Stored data
━━━━━━━━━━━━━━━━━━━━━━━━━━━━━━
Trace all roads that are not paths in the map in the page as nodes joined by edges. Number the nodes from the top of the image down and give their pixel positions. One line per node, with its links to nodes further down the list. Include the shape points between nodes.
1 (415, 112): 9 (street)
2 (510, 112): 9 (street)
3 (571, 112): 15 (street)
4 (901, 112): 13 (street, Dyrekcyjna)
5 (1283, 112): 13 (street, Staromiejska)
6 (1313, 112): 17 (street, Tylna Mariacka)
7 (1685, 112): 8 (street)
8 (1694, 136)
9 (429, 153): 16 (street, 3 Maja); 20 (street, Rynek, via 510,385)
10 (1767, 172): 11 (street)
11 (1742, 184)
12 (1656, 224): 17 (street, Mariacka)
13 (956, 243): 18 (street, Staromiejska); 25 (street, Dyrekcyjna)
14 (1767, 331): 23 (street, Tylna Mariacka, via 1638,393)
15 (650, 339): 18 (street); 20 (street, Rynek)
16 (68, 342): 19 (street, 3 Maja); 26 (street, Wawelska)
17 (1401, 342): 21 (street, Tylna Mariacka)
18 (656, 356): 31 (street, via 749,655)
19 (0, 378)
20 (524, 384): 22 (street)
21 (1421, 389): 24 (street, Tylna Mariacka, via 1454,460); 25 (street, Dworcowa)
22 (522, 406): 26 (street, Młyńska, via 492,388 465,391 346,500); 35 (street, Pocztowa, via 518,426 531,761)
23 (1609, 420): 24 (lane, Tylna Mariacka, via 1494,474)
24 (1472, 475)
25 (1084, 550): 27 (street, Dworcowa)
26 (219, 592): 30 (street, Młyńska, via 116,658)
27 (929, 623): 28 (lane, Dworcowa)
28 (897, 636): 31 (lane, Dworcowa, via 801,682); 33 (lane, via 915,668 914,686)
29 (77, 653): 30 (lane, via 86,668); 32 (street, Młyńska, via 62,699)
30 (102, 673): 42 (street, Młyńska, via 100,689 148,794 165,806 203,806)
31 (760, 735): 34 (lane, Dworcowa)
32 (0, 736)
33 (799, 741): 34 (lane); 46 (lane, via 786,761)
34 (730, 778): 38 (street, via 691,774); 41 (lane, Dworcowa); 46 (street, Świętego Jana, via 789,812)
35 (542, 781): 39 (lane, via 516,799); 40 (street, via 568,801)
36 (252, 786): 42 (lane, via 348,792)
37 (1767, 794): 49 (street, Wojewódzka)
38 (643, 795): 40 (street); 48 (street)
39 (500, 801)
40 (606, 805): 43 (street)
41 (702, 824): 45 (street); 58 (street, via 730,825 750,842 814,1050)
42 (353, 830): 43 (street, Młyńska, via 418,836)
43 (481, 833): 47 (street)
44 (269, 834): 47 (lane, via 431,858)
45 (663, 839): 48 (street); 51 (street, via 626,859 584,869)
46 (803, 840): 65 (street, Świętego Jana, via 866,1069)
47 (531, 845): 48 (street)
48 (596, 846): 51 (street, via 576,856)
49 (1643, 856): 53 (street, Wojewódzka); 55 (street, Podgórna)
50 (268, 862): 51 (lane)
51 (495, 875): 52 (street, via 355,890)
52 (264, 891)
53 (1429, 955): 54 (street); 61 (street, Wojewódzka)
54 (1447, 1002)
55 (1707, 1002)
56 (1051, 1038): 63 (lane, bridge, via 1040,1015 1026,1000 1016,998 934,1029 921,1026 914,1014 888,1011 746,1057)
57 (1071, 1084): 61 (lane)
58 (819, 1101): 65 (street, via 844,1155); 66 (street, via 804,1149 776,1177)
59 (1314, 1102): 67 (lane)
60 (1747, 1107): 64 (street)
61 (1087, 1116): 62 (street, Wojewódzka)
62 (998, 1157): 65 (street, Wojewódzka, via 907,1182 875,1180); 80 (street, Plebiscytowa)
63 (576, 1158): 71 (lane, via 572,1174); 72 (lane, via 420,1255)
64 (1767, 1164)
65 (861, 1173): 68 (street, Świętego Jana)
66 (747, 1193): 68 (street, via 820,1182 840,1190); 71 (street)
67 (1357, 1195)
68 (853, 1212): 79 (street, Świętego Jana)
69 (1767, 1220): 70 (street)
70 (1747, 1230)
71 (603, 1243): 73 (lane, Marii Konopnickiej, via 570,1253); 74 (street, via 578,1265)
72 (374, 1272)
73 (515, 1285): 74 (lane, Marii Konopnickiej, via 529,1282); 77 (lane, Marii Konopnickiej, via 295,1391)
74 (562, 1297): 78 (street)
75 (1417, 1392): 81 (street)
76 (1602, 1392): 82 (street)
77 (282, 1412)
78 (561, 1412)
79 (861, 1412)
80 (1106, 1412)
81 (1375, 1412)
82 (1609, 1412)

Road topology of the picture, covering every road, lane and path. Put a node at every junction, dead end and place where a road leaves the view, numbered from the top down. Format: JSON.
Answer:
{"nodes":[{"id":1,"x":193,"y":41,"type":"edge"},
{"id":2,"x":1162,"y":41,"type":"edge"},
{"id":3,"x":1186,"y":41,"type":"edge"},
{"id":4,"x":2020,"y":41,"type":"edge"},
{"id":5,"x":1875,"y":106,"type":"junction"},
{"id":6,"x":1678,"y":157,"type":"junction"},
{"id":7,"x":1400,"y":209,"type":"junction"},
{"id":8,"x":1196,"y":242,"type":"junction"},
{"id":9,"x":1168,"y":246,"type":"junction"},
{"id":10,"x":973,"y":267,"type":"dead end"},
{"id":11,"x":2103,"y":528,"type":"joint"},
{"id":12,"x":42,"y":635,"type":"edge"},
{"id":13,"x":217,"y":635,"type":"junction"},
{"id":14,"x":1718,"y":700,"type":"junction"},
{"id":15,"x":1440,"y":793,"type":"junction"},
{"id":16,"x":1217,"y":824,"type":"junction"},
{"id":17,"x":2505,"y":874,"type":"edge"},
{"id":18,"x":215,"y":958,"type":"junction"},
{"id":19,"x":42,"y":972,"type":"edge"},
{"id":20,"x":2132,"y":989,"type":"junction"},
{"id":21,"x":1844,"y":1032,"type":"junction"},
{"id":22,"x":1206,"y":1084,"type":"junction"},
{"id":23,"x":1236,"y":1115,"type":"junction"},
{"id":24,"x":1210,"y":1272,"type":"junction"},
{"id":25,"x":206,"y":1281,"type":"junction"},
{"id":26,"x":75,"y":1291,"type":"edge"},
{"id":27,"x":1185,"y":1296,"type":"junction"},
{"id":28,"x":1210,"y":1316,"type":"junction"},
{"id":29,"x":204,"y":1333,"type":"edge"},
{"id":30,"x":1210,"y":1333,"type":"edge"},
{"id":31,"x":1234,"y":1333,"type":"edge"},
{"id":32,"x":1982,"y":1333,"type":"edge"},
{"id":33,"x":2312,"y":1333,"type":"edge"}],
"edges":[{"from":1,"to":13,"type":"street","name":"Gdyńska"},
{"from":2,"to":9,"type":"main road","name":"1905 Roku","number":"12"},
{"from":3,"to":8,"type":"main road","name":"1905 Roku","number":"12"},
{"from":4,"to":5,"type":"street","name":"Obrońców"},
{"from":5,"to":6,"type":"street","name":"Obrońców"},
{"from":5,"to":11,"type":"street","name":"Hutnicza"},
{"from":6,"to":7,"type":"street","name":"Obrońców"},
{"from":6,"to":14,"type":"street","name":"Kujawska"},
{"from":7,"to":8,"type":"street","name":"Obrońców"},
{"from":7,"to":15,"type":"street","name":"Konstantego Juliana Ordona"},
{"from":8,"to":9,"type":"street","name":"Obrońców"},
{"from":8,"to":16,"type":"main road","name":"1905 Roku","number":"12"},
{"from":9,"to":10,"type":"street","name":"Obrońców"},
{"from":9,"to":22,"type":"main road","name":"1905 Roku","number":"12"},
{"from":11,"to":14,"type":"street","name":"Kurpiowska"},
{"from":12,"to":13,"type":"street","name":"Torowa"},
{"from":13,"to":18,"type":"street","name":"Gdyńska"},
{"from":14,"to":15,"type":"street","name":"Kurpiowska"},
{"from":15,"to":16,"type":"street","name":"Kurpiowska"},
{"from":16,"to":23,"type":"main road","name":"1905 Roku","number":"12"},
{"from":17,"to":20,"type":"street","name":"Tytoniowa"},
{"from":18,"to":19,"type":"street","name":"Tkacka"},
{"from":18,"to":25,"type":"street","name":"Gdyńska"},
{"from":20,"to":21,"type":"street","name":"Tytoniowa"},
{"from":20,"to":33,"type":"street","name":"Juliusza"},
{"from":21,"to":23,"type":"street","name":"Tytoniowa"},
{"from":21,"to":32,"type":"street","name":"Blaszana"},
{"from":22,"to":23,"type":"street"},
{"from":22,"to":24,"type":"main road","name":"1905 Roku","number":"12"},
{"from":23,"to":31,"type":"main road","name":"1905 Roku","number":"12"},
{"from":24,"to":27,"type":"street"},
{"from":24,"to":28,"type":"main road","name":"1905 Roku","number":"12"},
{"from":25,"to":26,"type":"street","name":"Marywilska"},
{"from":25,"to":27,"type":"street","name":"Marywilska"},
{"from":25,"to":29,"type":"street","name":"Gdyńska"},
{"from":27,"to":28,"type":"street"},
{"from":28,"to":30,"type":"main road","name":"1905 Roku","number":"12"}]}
━━━━━━━━━━━━━━━━━━━━━━━━━━━━━━
● TASK TO COMPLETE: Answer with the count alone: how many lines in the data above have "Jana" in them?

● TASK RESPONSE: 4